§ **Work order**:
Retype the data that follows, keeping every character the same.
[Dataset Boundary: Start]
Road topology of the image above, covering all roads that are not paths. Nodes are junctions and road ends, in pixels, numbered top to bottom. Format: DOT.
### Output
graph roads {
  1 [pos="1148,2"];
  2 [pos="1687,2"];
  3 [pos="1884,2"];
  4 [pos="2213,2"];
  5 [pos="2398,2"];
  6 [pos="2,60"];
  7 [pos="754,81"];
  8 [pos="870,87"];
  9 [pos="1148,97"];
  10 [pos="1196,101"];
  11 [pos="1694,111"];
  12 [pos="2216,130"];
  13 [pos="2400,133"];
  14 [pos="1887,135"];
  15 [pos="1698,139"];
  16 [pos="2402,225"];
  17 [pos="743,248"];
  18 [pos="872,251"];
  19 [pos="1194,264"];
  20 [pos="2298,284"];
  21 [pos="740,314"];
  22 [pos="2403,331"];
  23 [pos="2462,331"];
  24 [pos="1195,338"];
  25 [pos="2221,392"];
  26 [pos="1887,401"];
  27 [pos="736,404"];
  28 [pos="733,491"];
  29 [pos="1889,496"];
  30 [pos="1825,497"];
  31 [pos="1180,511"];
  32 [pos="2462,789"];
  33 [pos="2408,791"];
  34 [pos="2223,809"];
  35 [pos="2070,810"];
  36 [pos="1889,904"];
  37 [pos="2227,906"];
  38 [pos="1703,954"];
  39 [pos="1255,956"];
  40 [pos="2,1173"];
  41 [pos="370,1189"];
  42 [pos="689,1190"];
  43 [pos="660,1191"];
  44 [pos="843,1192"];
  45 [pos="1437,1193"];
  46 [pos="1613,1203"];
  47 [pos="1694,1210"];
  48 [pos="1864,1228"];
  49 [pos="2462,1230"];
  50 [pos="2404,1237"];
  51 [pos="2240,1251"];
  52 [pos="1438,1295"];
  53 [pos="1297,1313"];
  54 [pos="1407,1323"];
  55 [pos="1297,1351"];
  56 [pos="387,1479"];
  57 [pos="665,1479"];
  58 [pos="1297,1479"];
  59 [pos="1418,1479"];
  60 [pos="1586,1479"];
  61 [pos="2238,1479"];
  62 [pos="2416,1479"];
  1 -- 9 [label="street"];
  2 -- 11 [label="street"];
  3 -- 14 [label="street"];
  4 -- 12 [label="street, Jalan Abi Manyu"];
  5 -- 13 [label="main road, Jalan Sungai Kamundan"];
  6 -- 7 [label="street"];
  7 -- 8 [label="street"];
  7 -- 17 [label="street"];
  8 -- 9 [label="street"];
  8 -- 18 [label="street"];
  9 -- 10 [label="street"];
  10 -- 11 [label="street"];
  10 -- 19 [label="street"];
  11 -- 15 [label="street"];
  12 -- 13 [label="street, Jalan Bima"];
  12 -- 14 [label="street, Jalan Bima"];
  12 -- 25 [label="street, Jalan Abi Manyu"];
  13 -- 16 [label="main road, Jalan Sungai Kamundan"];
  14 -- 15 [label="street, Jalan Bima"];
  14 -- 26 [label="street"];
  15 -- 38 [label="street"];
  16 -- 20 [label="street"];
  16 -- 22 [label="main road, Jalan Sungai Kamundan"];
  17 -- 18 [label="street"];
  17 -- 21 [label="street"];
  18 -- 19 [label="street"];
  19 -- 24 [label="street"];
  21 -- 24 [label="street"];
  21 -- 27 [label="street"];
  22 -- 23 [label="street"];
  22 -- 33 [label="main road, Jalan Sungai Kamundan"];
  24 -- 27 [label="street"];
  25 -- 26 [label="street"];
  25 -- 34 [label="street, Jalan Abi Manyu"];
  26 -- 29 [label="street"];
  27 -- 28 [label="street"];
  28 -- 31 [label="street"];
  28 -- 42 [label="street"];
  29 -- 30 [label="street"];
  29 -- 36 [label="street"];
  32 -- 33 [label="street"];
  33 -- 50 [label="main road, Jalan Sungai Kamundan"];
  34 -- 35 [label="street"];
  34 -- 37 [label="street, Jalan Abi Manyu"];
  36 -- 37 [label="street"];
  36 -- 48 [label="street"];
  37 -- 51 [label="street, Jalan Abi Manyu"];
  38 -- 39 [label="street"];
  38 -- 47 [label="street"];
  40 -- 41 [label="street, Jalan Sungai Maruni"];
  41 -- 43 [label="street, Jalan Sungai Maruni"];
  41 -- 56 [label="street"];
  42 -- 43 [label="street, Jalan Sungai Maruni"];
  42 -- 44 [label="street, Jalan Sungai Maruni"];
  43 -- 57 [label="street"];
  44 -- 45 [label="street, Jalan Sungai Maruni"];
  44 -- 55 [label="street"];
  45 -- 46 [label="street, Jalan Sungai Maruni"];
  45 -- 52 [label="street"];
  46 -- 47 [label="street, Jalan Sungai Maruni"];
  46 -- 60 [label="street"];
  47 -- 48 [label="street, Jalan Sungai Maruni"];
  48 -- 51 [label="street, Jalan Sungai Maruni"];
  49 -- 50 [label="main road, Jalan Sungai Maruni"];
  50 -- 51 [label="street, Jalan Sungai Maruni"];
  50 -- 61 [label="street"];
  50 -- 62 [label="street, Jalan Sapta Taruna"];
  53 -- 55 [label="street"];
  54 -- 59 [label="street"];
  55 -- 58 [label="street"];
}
[Dataset Boundary: End]
§ **Answer to this problem**:
Road topology of the image above, covering all roads that are not paths. Nodes are junctions and road ends, in pixels, numbered top to bottom. Format: DOT.
### Output
graph roads {
  1 [pos="1148,2"];
  2 [pos="1687,2"];
  3 [pos="1884,2"];
  4 [pos="2213,2"];
  5 [pos="2398,2"];
  6 [pos="2,60"];
  7 [pos="754,81"];
  8 [pos="870,87"];
  9 [pos="1148,97"];
  10 [pos="1196,101"];
  11 [pos="1694,111"];
  12 [pos="2216,130"];
  13 [pos="2400,133"];
  14 [pos="1887,135"];
  15 [pos="1698,139"];
  16 [pos="2402,225"];
  17 [pos="743,248"];
  18 [pos="872,251"];
  19 [pos="1194,264"];
  20 [pos="2298,284"];
  21 [pos="740,314"];
  22 [pos="2403,331"];
  23 [pos="2462,331"];
  24 [pos="1195,338"];
  25 [pos="2221,392"];
  26 [pos="1887,401"];
  27 [pos="736,404"];
  28 [pos="733,491"];
  29 [pos="1889,496"];
  30 [pos="1825,497"];
  31 [pos="1180,511"];
  32 [pos="2462,789"];
  33 [pos="2408,791"];
  34 [pos="2223,809"];
  35 [pos="2070,810"];
  36 [pos="1889,904"];
  37 [pos="2227,906"];
  38 [pos="1703,954"];
  39 [pos="1255,956"];
  40 [pos="2,1173"];
  41 [pos="370,1189"];
  42 [pos="689,1190"];
  43 [pos="660,1191"];
  44 [pos="843,1192"];
  45 [pos="1437,1193"];
  46 [pos="1613,1203"];
  47 [pos="1694,1210"];
  48 [pos="1864,1228"];
  49 [pos="2462,1230"];
  50 [pos="2404,1237"];
  51 [pos="2240,1251"];
  52 [pos="1438,1295"];
  53 [pos="1297,1313"];
  54 [pos="1407,1323"];
  55 [pos="1297,1351"];
  56 [pos="387,1479"];
  57 [pos="665,1479"];
  58 [pos="1297,1479"];
  59 [pos="1418,1479"];
  60 [pos="1586,1479"];
  61 [pos="2238,1479"];
  62 [pos="2416,1479"];
  1 -- 9 [label="street"];
  2 -- 11 [label="street"];
  3 -- 14 [label="street"];
  4 -- 12 [label="street, Jalan Abi Manyu"];
  5 -- 13 [label="main road, Jalan Sungai Kamundan"];
  6 -- 7 [label="street"];
  7 -- 8 [label="street"];
  7 -- 17 [label="street"];
  8 -- 9 [label="street"];
  8 -- 18 [label="street"];
  9 -- 10 [label="street"];
  10 -- 11 [label="street"];
  10 -- 19 [label="street"];
  11 -- 15 [label="street"];
  12 -- 13 [label="street, Jalan Bima"];
  12 -- 14 [label="street, Jalan Bima"];
  12 -- 25 [label="street, Jalan Abi Manyu"];
  13 -- 16 [label="main road, Jalan Sungai Kamundan"];
  14 -- 15 [label="street, Jalan Bima"];
  14 -- 26 [label="street"];
  15 -- 38 [label="street"];
  16 -- 20 [label="street"];
  16 -- 22 [label="main road, Jalan Sungai Kamundan"];
  17 -- 18 [label="street"];
  17 -- 21 [label="street"];
  18 -- 19 [label="street"];
  19 -- 24 [label="street"];
  21 -- 24 [label="street"];
  21 -- 27 [label="street"];
  22 -- 23 [label="street"];
  22 -- 33 [label="main road, Jalan Sungai Kamundan"];
  24 -- 27 [label="street"];
  25 -- 26 [label="street"];
  25 -- 34 [label="street, Jalan Abi Manyu"];
  26 -- 29 [label="street"];
  27 -- 28 [label="street"];
  28 -- 31 [label="street"];
  28 -- 42 [label="street"];
  29 -- 30 [label="street"];
  29 -- 36 [label="street"];
  32 -- 33 [label="street"];
  33 -- 50 [label="main road, Jalan Sungai Kamundan"];
  34 -- 35 [label="street"];
  34 -- 37 [label="street, Jalan Abi Manyu"];
  36 -- 37 [label="street"];
  36 -- 48 [label="street"];
  37 -- 51 [label="street, Jalan Abi Manyu"];
  38 -- 39 [label="street"];
  38 -- 47 [label="street"];
  40 -- 41 [label="street, Jalan Sungai Maruni"];
  41 -- 43 [label="street, Jalan Sungai Maruni"];
  41 -- 56 [label="street"];
  42 -- 43 [label="street, Jalan Sungai Maruni"];
  42 -- 44 [label="street, Jalan Sungai Maruni"];
  43 -- 57 [label="street"];
  44 -- 45 [label="street, Jalan Sungai Maruni"];
  44 -- 55 [label="street"];
  45 -- 46 [label="street, Jalan Sungai Maruni"];
  45 -- 52 [label="street"];
  46 -- 47 [label="street, Jalan Sungai Maruni"];
  46 -- 60 [label="street"];
  47 -- 48 [label="street, Jalan Sungai Maruni"];
  48 -- 51 [label="street, Jalan Sungai Maruni"];
  49 -- 50 [label="main road, Jalan Sungai Maruni"];
  50 -- 51 [label="street, Jalan Sungai Maruni"];
  50 -- 61 [label="street"];
  50 -- 62 [label="street, Jalan Sapta Taruna"];
  53 -- 55 [label="street"];
  54 -- 59 [label="street"];
  55 -- 58 [label="street"];
}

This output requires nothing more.